Posted on:2015-11-16Degree:Ph.DType:Dissertation
University:The Catholic University of AmericaCandidate:Kaufmann, AndrewFull Text:PDF
GTID:1475390017495118Subject:Political science
Abstract/Summary:
This dissertation is a study of Jacques Derrida's political theory as it develops in his later period. It focuses in particular on what Derrida calls the aporia, the experience of the possibility of the impossible. It is argued that Derrida uses aporia as a logical tool by which he views the world. He observes its operation in parallel sets of dualities: among others, he finds aporias at work between the measurable and immeasurable, the conditional and unconditional, the same and other, and the guest and host. In each of these cases, Derrida develops an analysis that does not seek to resolve dualities according to a Hegelian Aufhebung. Rather, aporias are impossible difficulties---paradoxes---that must be experienced and endured without resolution. Existence does not seek to transcend aporias; rather, aporias constitute our existence.
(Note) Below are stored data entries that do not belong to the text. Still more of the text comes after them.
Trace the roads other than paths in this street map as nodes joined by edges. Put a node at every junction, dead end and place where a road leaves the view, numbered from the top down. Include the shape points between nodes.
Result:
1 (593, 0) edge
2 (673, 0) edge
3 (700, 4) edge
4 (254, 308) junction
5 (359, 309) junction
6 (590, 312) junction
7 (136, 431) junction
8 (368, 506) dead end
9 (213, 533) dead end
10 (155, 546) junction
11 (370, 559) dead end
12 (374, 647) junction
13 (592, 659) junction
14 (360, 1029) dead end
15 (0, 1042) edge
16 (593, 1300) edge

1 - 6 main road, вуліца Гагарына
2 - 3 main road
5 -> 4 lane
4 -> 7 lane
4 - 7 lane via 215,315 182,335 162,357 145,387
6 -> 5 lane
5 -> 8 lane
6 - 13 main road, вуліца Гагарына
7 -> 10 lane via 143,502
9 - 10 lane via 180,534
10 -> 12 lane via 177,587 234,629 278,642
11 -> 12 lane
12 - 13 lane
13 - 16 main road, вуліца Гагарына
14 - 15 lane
The study takes special aim at several categories of thought that illuminate the aporias of his political theory: foundations, the event, sovereignty, hospitality, and democracy. In each of these areas, Derrida observes that instead of living in paradoxical opposition---a more conventional way of defining aporia---the categories of our thought contaminate and haunt each other. In particular, he shows that inside the sovereign self---whether in its personal or political forms---is always already the parasite of the other. After observing that we live upon a foundation of political authority that exceeds determination, we are then free to invent impossible new forms of political life. He argues that political sovereignty divides itself in an impossible gesture of hospitality toward the other, such that even political enemies receive a welcome. The study culminates in an examination of democracy, which is the best political regime precisely because within it is the aporia of measurable equality and immeasurable freedom.